## ASSIGNMENT
Among the records below, which lines contain the string "Moulin"? Report them.

## INFORMATION SHOWN
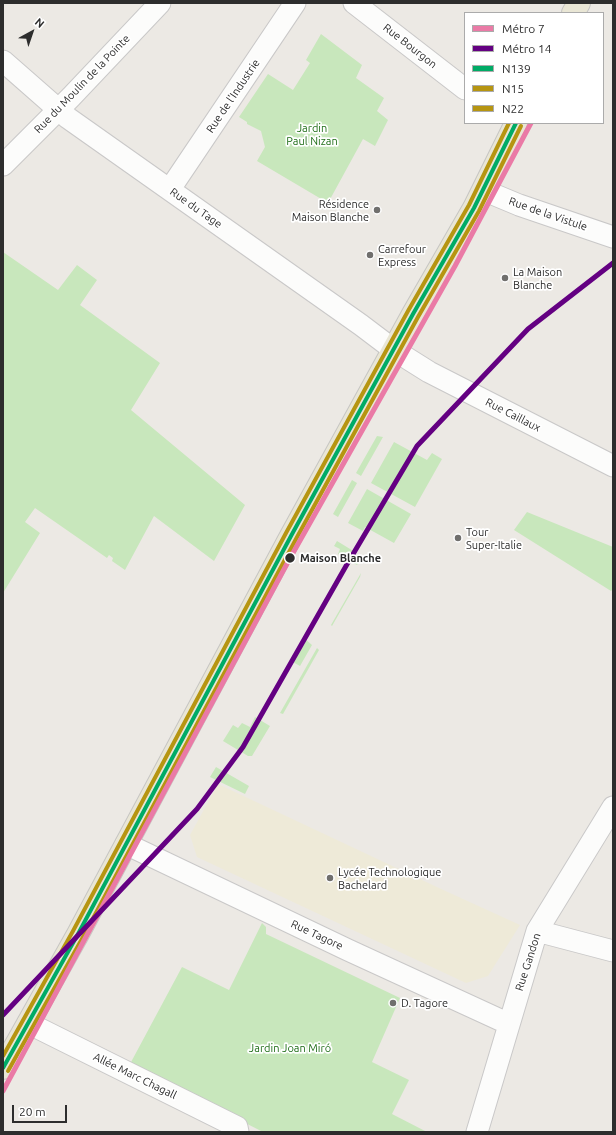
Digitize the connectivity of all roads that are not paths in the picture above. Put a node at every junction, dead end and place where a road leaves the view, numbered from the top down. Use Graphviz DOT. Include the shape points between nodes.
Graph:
graph roads {
  1 [pos="160,3"];
  2 [pos="295,3"];
  3 [pos="354,3"];
  4 [pos="579,3"];
  5 [pos="574,12"];
  6 [pos="3,61"];
  7 [pos="464,88"];
  8 [pos="58,110"];
  9 [pos="513,124"];
  10 [pos="3,166"];
  11 [pos="170,189"];
  12 [pos="483,190"];
  13 [pos="613,237"];
  14 [pos="394,350"];
  15 [pos="613,466"];
  16 [pos="613,807"];
  17 [pos="126,844"];
  18 [pos="537,931"];
  19 [pos="613,951"];
  20 [pos="28,1023"];
  21 [pos="509,1024"];
  22 [pos="3,1068"];
  23 [pos="238,1132"];
  24 [pos="477,1132"];
  1 -- 8 [label="street, Rue du Moulin de la Pointe"];
  2 -- 11 [label="street, Rue de l'Industrie"];
  3 -- 7 [label="street, Rue Bourgon"];
  4 -- 5 [label="main road"];
  6 -- 8 [label="street, Rue du Tage"];
  8 -- 10 [label="street, Rue du Moulin de la Pointe"];
  8 -- 11 [label="street, Rue du Tage"];
  9 -- 12 [label="main road"];
  11 -- 14 [label="street, Rue du Tage"];
  12 -- 13 [label="street, Rue de la Vistule" via="518,206"];
  12 -- 14 [label="main road"];
  14 -- 15 [label="street, Rue Caillaux" via="428,372"];
  14 -- 17 [label="main road"];
  16 -- 18 [label="street, Rue Gandon"];
  17 -- 20 [label="main road"];
  17 -- 21 [label="street, Rue Tagore"];
  18 -- 19 [label="street"];
  18 -- 21 [label="street, Rue Gandon"];
  20 -- 22 [label="main road"];
  20 -- 23 [label="street, Allée Marc Chagall" via="237,1127"];
  21 -- 24 [label="street, Rue Gandon"];
}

## TASK SOLUTION
  1 -- 8 [label="street, Rue du Moulin de la Pointe"];
  8 -- 10 [label="street, Rue du Moulin de la Pointe"];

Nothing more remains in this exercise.